-- Work task --
Every line of the records that holds the word "wrist" should be copied.

◇ ◇ ◇ ◇

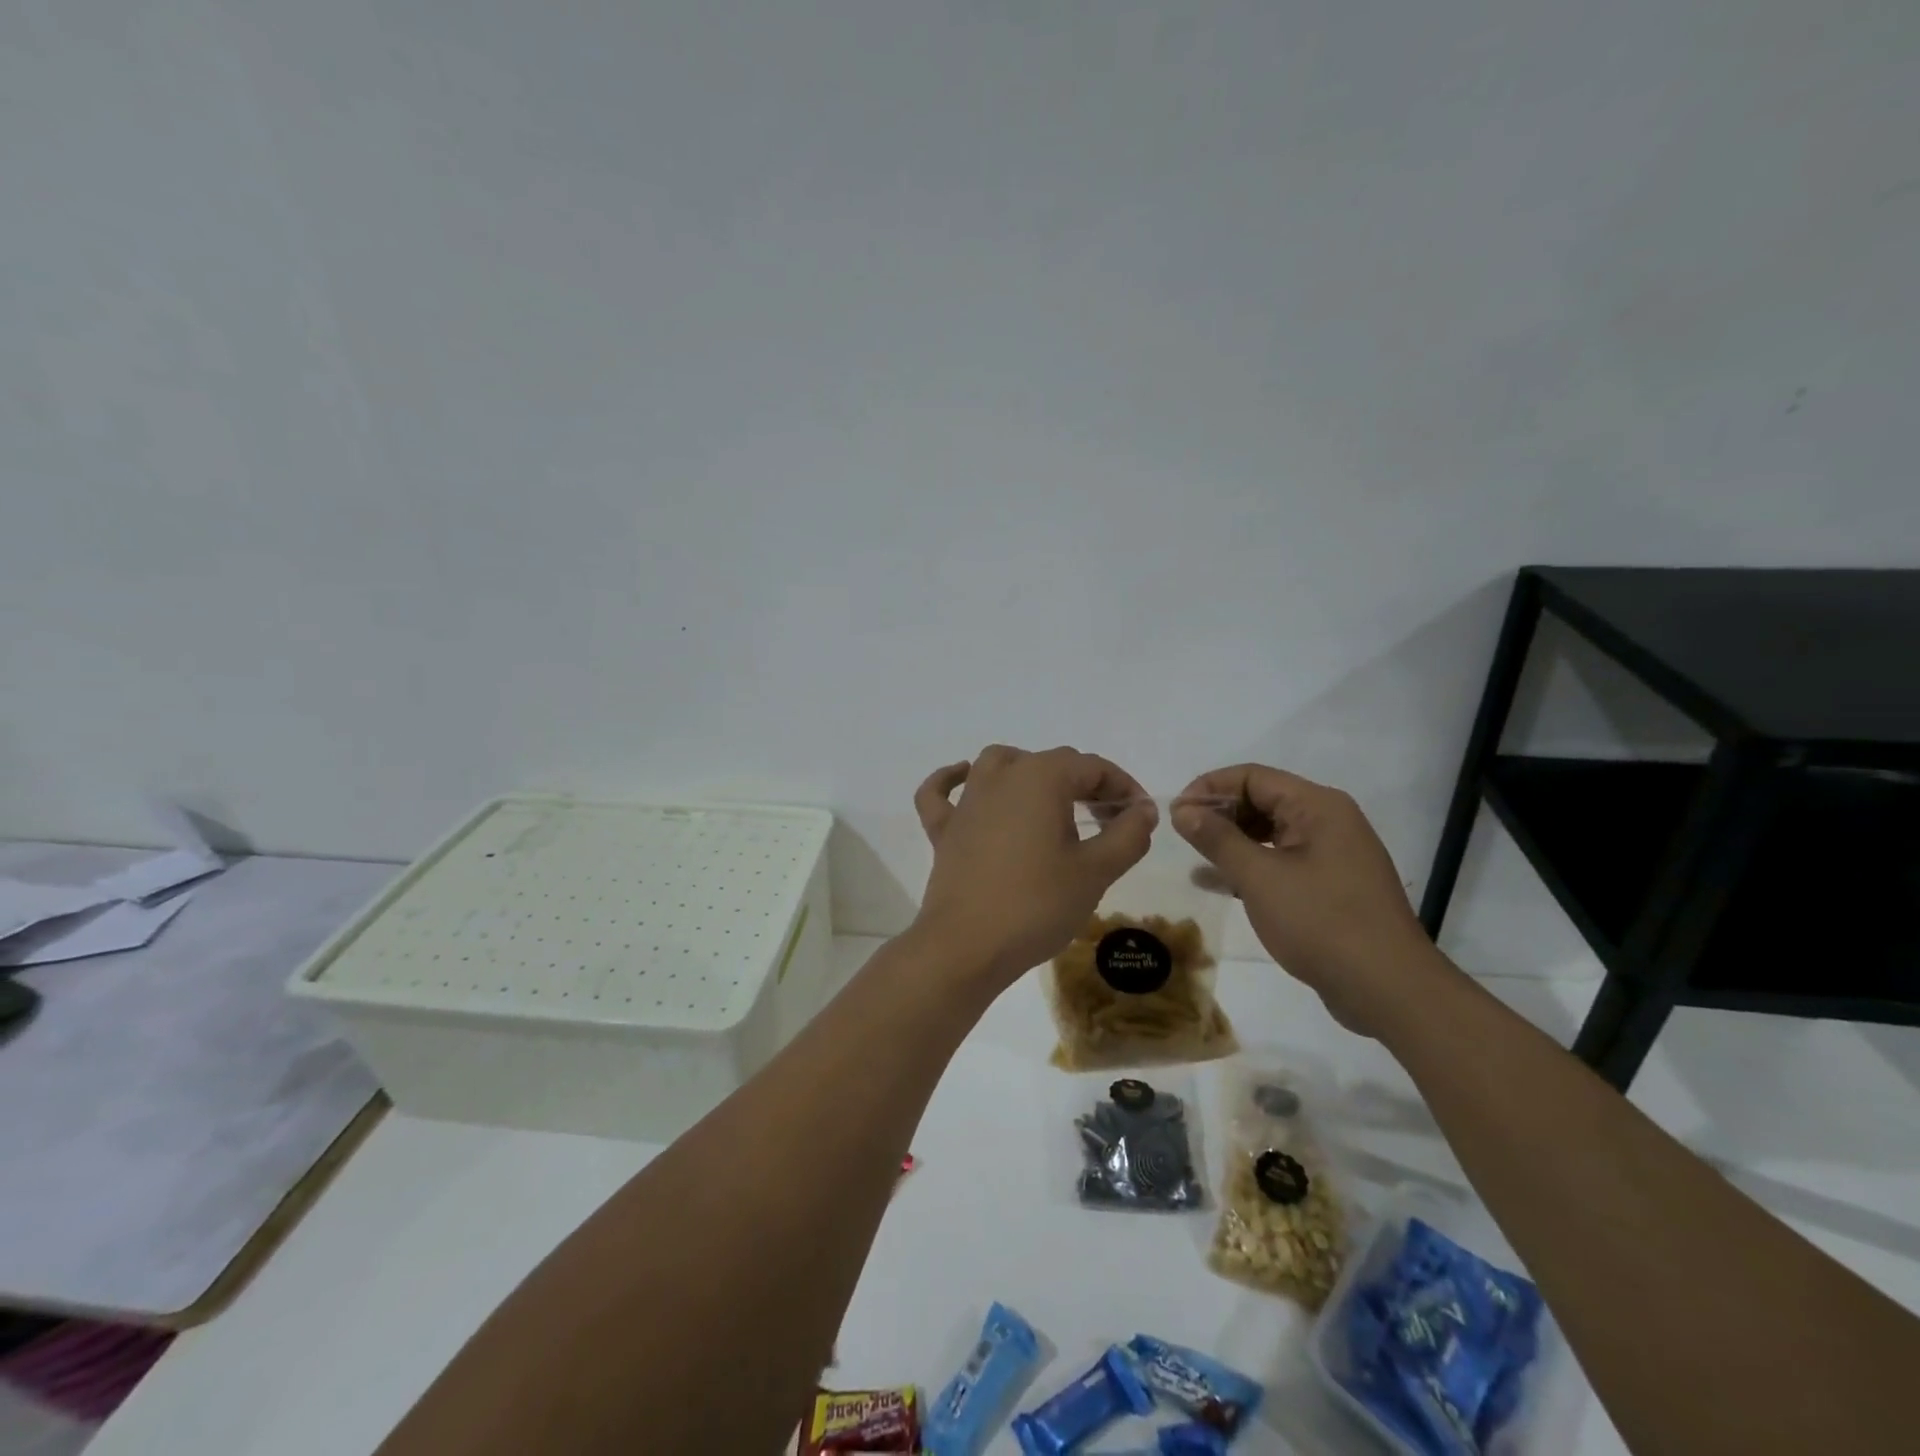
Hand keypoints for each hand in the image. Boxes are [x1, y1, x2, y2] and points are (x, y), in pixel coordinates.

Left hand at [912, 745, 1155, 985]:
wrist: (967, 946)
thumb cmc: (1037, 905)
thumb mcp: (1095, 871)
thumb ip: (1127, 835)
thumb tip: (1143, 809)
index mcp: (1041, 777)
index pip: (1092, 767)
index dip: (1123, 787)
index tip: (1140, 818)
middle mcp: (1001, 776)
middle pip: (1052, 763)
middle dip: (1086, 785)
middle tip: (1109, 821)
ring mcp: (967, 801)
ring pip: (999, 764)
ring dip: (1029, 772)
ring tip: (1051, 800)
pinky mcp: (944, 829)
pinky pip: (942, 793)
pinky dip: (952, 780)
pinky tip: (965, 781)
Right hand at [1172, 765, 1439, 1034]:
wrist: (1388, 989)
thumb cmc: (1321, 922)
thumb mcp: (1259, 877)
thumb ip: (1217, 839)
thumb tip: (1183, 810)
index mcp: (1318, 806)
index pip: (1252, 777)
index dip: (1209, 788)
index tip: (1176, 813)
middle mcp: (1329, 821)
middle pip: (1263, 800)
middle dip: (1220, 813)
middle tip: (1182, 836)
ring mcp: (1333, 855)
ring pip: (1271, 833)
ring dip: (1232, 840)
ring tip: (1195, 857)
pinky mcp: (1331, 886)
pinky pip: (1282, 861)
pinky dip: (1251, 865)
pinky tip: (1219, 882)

◇ ◇ ◇ ◇

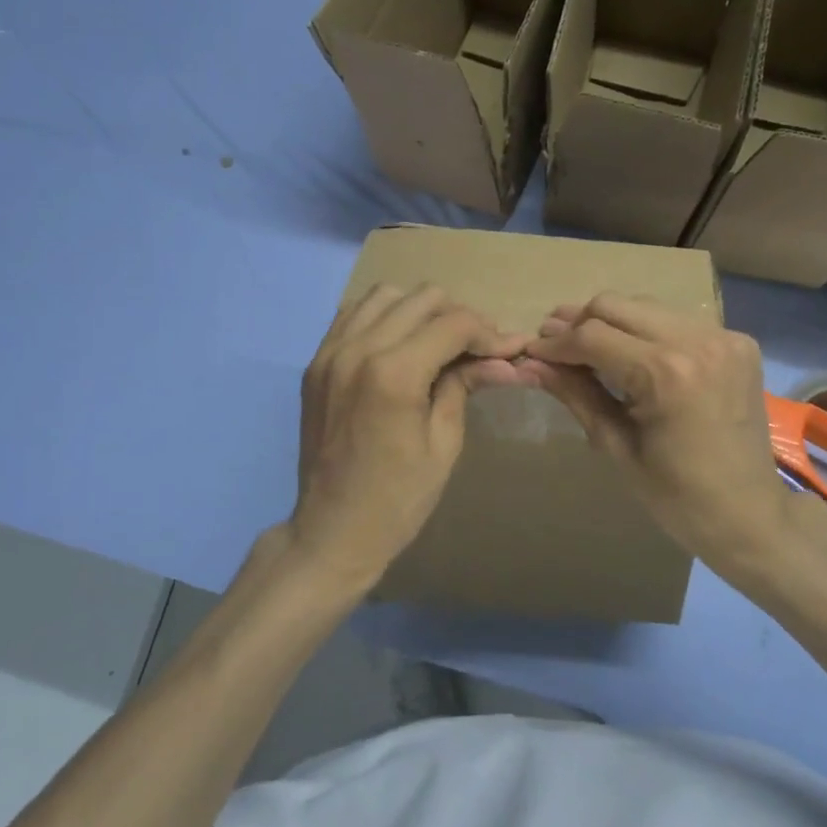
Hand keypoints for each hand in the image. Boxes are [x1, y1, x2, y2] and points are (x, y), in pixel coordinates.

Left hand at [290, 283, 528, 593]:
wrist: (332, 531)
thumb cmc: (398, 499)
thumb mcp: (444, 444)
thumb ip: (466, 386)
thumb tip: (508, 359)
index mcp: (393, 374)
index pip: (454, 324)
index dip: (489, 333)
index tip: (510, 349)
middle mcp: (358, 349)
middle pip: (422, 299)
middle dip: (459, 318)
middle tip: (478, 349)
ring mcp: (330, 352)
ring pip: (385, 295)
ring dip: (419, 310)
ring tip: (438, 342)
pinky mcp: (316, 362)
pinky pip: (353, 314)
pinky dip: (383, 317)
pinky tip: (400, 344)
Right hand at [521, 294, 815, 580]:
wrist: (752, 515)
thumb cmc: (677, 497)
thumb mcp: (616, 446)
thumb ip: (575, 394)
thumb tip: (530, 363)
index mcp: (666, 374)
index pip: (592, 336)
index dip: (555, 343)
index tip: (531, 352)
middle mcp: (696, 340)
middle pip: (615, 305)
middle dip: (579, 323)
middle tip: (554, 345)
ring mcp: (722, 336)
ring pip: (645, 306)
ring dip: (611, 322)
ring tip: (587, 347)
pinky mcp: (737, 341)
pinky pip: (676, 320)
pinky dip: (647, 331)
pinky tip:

◇ ◇ ◇ ◇

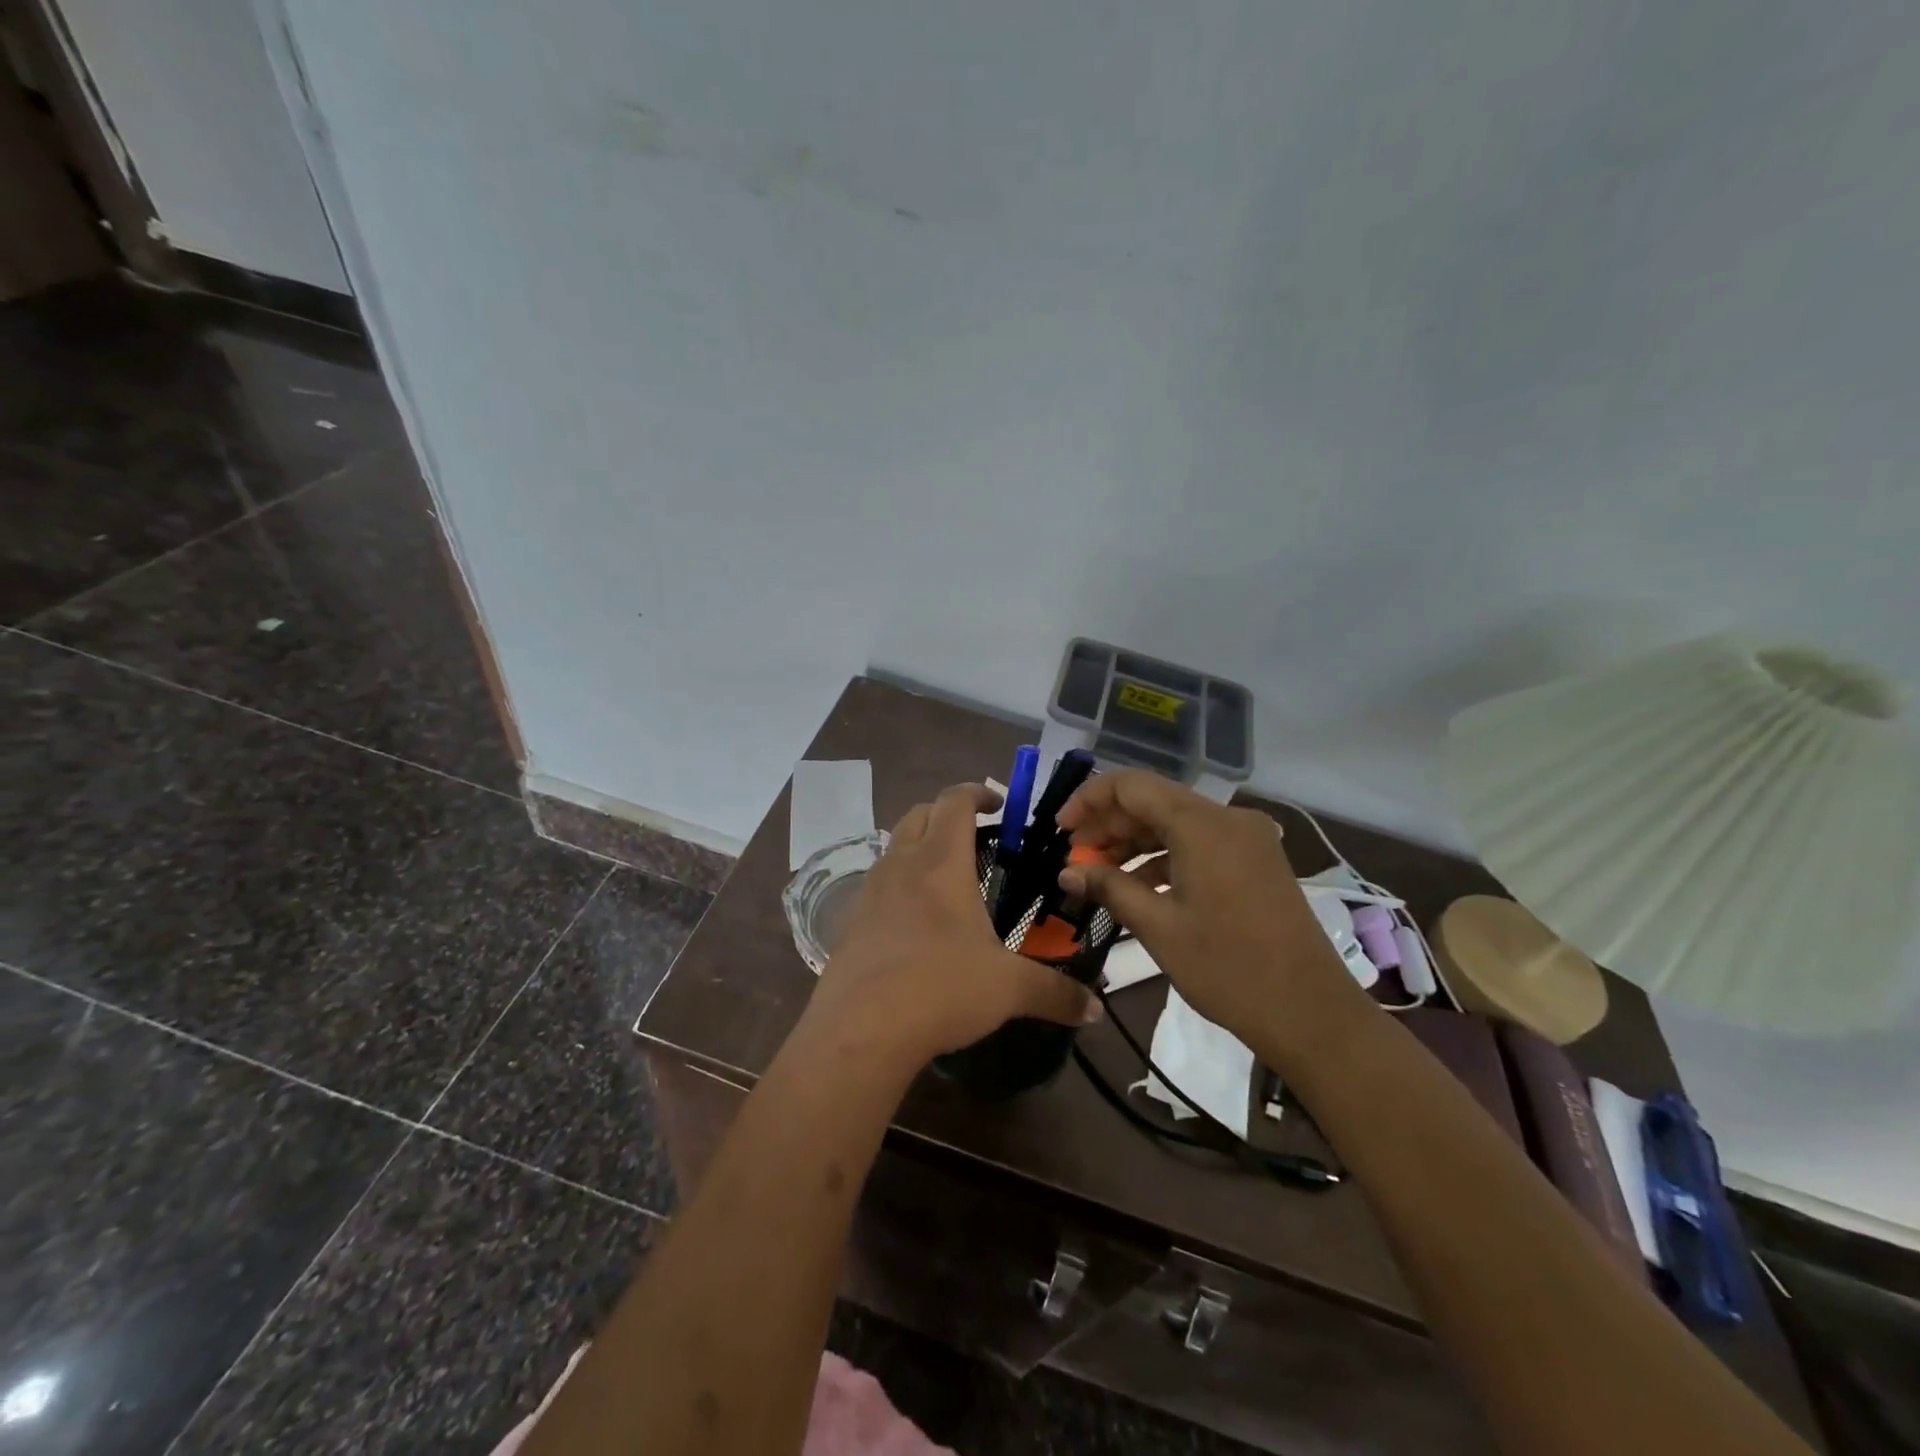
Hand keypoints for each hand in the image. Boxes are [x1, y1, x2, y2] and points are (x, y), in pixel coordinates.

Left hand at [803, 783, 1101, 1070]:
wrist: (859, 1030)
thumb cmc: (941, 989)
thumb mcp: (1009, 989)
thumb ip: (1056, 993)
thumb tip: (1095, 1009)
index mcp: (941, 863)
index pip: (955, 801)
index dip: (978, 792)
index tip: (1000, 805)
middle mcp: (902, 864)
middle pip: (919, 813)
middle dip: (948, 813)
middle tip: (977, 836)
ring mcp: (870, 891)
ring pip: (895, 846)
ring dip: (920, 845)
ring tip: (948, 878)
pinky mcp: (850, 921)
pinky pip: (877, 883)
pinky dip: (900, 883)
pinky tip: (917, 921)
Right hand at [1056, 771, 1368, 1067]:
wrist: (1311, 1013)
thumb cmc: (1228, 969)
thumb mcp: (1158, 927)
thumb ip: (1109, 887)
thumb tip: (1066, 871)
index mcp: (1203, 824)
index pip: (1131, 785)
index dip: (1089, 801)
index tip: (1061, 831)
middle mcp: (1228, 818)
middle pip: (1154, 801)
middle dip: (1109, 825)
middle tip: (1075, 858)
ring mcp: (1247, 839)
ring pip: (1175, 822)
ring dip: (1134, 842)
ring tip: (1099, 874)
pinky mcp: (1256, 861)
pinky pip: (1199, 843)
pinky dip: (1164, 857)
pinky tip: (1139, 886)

◇ ◇ ◇ ◇

-- Expected answer --
wrist: (967, 946)
wrist: (1388, 989)
wrist: (332, 531)
wrist: (752, 515)
wrist: (859, 1030)
wrist: (1311, 1013)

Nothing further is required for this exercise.